» Data entries:
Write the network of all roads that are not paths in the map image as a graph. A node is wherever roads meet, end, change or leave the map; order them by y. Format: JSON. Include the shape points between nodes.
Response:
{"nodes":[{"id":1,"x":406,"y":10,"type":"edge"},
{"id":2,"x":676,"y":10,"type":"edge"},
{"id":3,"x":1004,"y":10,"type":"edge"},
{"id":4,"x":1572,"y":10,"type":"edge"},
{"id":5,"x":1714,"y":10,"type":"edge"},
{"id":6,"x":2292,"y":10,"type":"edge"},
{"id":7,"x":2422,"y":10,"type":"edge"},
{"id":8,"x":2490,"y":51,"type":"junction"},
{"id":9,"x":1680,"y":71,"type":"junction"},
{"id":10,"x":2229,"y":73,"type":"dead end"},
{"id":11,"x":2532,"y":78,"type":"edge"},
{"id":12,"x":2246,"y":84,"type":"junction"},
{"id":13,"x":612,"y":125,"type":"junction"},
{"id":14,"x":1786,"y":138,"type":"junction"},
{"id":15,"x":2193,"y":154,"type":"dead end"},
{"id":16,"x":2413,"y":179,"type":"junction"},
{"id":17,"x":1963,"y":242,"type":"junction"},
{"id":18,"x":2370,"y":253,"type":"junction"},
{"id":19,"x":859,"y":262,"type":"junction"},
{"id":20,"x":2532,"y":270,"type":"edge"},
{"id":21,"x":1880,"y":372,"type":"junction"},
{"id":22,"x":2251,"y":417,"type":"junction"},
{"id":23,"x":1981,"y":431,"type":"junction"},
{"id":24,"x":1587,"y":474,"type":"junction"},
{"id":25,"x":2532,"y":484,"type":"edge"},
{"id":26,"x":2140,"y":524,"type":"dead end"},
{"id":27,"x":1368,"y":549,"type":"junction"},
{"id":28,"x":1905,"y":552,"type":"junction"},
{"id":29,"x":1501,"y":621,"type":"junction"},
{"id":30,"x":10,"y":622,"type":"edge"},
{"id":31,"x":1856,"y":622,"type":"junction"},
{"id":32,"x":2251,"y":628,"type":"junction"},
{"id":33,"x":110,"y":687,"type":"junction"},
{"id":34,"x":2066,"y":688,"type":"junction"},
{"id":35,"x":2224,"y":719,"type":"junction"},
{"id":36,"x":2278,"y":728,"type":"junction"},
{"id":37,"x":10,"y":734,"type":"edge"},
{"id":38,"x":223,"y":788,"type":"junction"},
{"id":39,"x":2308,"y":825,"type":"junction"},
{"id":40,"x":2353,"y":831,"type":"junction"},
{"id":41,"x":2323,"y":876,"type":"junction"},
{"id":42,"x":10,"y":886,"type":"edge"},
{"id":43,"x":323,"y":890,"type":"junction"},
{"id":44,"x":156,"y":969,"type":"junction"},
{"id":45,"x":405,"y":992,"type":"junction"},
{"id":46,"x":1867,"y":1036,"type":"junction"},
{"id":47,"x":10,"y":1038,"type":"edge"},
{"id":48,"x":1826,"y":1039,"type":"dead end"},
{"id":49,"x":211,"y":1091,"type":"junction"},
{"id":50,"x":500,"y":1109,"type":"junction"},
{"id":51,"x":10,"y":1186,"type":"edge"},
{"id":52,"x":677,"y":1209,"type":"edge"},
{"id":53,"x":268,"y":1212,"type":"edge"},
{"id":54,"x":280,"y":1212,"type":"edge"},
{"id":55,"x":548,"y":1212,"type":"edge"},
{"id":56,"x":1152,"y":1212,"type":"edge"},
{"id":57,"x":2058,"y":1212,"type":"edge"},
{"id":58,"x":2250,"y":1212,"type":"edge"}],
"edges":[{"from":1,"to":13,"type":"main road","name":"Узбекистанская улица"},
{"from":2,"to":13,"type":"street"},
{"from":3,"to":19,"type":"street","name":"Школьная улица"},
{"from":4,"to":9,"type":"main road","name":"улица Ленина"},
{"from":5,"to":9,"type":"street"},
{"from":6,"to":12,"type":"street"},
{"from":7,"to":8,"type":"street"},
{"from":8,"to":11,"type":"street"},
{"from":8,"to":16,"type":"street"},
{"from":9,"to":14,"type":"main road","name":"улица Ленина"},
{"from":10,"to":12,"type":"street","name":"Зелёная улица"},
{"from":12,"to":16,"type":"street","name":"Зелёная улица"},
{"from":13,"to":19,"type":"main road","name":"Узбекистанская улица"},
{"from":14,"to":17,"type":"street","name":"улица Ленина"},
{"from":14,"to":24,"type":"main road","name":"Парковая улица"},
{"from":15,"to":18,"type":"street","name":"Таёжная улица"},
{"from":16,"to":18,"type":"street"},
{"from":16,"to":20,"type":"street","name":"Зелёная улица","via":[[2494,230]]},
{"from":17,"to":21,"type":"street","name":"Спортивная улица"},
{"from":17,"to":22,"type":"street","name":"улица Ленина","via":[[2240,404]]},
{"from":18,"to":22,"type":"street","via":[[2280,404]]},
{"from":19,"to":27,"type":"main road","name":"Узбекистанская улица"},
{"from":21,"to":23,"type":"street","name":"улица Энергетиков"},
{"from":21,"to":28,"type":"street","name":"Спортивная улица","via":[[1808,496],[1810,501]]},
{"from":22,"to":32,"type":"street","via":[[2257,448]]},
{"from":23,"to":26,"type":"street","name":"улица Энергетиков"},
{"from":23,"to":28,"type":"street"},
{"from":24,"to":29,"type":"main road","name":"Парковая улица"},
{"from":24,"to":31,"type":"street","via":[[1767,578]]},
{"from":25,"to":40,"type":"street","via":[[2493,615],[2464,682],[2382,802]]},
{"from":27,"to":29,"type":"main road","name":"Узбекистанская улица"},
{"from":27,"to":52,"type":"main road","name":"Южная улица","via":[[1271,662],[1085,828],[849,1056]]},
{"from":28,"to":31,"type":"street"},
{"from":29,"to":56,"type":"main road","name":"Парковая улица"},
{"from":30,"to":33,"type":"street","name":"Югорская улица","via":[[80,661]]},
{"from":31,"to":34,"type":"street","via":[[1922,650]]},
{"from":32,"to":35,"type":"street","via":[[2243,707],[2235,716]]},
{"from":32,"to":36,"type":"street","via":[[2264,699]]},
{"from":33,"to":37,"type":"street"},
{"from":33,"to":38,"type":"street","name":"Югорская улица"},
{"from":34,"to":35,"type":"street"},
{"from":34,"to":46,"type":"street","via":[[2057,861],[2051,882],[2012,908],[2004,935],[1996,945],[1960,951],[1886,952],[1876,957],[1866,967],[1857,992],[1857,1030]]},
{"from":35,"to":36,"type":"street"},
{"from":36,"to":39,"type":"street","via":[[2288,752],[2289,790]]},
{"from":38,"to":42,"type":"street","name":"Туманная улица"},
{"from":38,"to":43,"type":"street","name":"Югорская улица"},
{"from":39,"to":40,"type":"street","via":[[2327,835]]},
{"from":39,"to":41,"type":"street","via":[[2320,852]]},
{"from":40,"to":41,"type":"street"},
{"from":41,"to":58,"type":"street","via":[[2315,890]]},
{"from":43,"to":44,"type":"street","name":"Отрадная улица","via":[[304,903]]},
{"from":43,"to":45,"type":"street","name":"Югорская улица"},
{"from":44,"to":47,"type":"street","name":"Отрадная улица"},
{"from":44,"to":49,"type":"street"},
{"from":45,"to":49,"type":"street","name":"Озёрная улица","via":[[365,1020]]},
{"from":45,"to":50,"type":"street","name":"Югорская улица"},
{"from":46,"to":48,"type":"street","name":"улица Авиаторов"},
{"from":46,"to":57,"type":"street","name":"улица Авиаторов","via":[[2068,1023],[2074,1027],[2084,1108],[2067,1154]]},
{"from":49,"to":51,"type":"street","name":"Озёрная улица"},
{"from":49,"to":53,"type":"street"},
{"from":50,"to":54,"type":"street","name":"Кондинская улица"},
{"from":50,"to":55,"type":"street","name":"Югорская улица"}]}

» PROBLEM DETAILS: Could you please reproduce each record exactly, leaving nothing out?

» EXERCISE RESULT:
Write the network of all roads that are not paths in the map image as a graph. A node is wherever roads meet, end, change or leave the map; order them by y. Format: JSON. Include the shape points between nodes.
Response:
{"nodes":[{"id":1,"x":406,"y":10,"type":"edge"},
{"id":2,"x":676,"y":10,"type":"edge"},
{"id":3,"x":1004,"y":10,"type":"edge"},
{"id":4,"x":1572,"y":10,"type":"edge"},
{"id":5,"x":1714,"y":10,"type":"edge"},
{"id":6,"x":2292,"y":10,"type":"edge"},
{"id":7,"x":2422,"y":10,"type":"edge"},
{"id":8,"x":2490,"y":51,"type":"junction"},
{"id":9,"x":1680,"y":71,"type":"junction"},
{"id":10,"x":2229,"y":73,"type":"dead end"},
{"id":11,"x":2532,"y":78,"type":"edge"},
{"id":12,"x":2246,"y":84,"type":"junction"},
{"id":13,"x":612,"y":125,"type":"junction"},
{"id":14,"x":1786,"y":138,"type":"junction"},
{"id":15,"x":2193,"y":154,"type":"dead end"},
{"id":16,"x":2413,"y":179,"type":"junction"},
{"id":17,"x":1963,"y":242,"type":"junction"},
{"id":18,"x":2370,"y":253,"type":"junction"},
{"id":19,"x":859,"y":262,"type":"junction"},
{"id":20,"x":2532,"y":270,"type":"edge"},
{"id":21,"x":1880,"y":372,"type":"junction"},
{"id":22,"x":2251,"y":417,"type":"junction"},
{"id":23,"x":1981,"y":431,"type":"junction"},
{"id":24,"x":1587,"y":474,"type":"junction"},
{"id":25,"x":2532,"y":484,"type":"edge"},
{"id":26,"x":2140,"y":524,"type":"dead end"},
{"id":27,"x":1368,"y":549,"type":"junction"},
{"id":28,"x":1905,"y":552,"type":"junction"},
{"id":29,"x":1501,"y":621,"type":"junction"},
{"id":30,"x":10,"y":622,"type":"edge"},
{"id":31,"x":1856,"y":622,"type":"junction"},
{"id":32,"x":2251,"y":628,"type":"junction"},
{"id":33,"x":110,"y":687,"type":"junction"},
{"id":34,"x":2066,"y":688,"type":"junction"},
{"id":35,"x":2224,"y":719,"type":"junction"},
{"id":36,"x":2278,"y":728,"type":"junction"},
{"id":37,"x":10,"y":734,"type":"edge"},
{"id":38,"x":223,"y":788,"type":"junction"},
{"id":39,"x":2308,"y":825,"type":"junction"},
{"id":40,"x":2353,"y":831,"type":"junction"},
{"id":41,"x":2323,"y":876,"type":"junction"},
{"id":42,"x":10,"y":886,"type":"edge"},
{"id":43,"x":323,"y":890,"type":"junction"},
{"id":44,"x":156,"y":969,"type":"junction"},
{"id":45,"x":405,"y":992,"type":"junction"},
{"id":46,"x":1867,"y":1036,"type":"junction"},
{"id":47,"x":10,"y":1038,"type":"edge"},
{"id":48,"x":1826,"y":1039,"type":"dead end"},
{"id":49,"x":211,"y":1091,"type":"junction"},
{"id":50,"x":500,"y":1109,"type":"junction"},
{"id":51,"x":10,"y":1186,"type":"edge"},
{"id":52,"x":677,"y":1209,"type":"edge"},
{"id":53,"x":268,"y":1212,"type":"edge"},
{"id":54,"x":280,"y":1212,"type":"edge"},
{"id":55,"x":548,"y":1212,"type":"edge"},
{"id":56,"x":1152,"y":1212,"type":"edge"},
{"id":57,"x":2058,"y":1212,"type":"edge"},
{"id":58,"x":2250,"y":1212,"type":"edge"}],
"edges":[{"from":1,"to":13,"type":"main road","name":"Узбекистанская улица"},
{"from":2,"to":13,"type":"street"},
{"from":3,"to":19,"type":"street","name":"Школьная улица"},
{"from":4,"to":9,"type":"main road","name":"улица Ленина"},
{"from":5,"to":9,"type":"street"},
{"from":6,"to":12,"type":"street"},
{"from":7,"to":8,"type":"street"},
{"from":8,"to":11,"type":"street"},
{"from":8,"to":16,"type":"street"},
{"from":9,"to":14,"type":"main road","name":"улица Ленина"},
{"from":10,"to":12,"type":"street","name":"Зелёная улица"},
{"from":12,"to":16,"type":"street","name":"Зелёная улица"},
{"from":13,"to":19,"type":"main road","name":"Узбекистанская улица"},
{"from":14,"to":17,"type":"street","name":"улица Ленина"},
{"from":14,"to":24,"type":"main road","name":"Парковая улица"},
{"from":15,"to":18,"type":"street","name":"Таёжная улица"},
{"from":16,"to":18,"type":"street"},
{"from":16,"to":20,"type":"street","name":"Зелёная улица","via":[[2494,230]]},
{"from":17,"to":21,"type":"street","name":"Спортивная улица"},
{"from":17,"to":22,"type":"street","name":"улица Ленина","via":[[2240,404]]},
{"from":18,"to":22,"type":"street","via":[[2280,404]]},
{"from":19,"to":27,"type":"main road","name":"Узбекистанская улица"},
{"from":21,"to":23,"type":"street","name":"улица Энергетиков"},
{"from":21,"to":28,"type":"street","name":"Спортивная улица","via":[[1808,496],[1810,501]]},
{"from":22,"to":32,"type":"street","via":[[2257,448]]},
{"from":23,"to":26,"type":"street","name":"улица Энергетиков"},
{"from":23,"to":28,"type":"street"},
{"from":24,"to":29,"type":"main road","name":"Парковая улица"},
{"from":24,"to":31,"type":"street","via":[[1767,578]]},
{"from":25,"to":40,"type":"street","via":[[2493,615],[2464,682],[2382,802]]},
{"from":27,"to":29,"type":"main road","name":"Узбекистанская улица"},
{"from":27,"to":52,"type":"main road","name":"Южная улица","via":[[1271,662],[1085,828],[849,1056]]},
{"from":28,"to":31,"type":"street"},
{"from":29,"to":56,"type":"main road","name":"Парковая улица"},
{"from":30,"to":33,"type":"street","name":"Югорская улица","via":[[80,661]]},
{"from":31,"to":34,"type":"street","via":[[1922,650]]},
{"from":32,"to":35,"type":"street","via":[[2243,707],[2235,716]]},
{"from":32,"to":36,"type":"street","via":[[2264,699]]},
{"from":33,"to":37,"type":"street"},
{"from":33,"to":38,"type":"street","name":"Югорская улица"},
{"from":34,"to":35,"type":"street"},
{"from":34,"to":46,"type":"street","via":[[2057,861],[2051,882],[2012,908],[2004,935],[1996,945],[1960,951],[1886,952],[1876,957],[1866,967],[1857,992],[1857,1030]]},
{"from":35,"to":36,"type":"street"},
{"from":36,"to":39,"type":"street","via":[[2288,752],[2289,790]]},
{"from":38,"to":42,"type":"street","name":"Туманная улица"},
{"from":38,"to":43,"type":"street","name":"Югорская улица"},
{"from":39,"to":40,"type":"street","via":[[2327,835]]},
{"from":39,"to":41,"type":"street","via":[[2320,852]]},
{"from":40,"to":41,"type":"street"},
{"from":41,"to":58,"type":"street","via":[[2315,890]]},
{"from":43,"to":44,"type":"street","name":"Отрадная улица","via":[[304,903]]},
{"from":43,"to":45,"type":"street","name":"Югорская улица"},
{"from":44,"to":47,"type":"street","name":"Отрадная улица"},
{"from":44,"to":49,"type":"street"},
{"from":45,"to":49,"type":"street","name":"Озёрная улица","via":[[365,1020]]},
{"from":45,"to":50,"type":"street","name":"Югорская улица"},
{"from":46,"to":48,"type":"street","name":"улица Авиаторов"},
{"from":46,"to":57,"type":"street","name":"улица Авиаторов","via":[[2068,1023],[2074,1027],[2084,1108],[2067,1154]]},
{"from":49,"to":51,"type":"street","name":"Озёрная улица"},
{"from":49,"to":53,"type":"street"},
{"from":50,"to":54,"type":"street","name":"Кондинская улица"},
{"from":50,"to":55,"type":"street","name":"Югорская улица"}]}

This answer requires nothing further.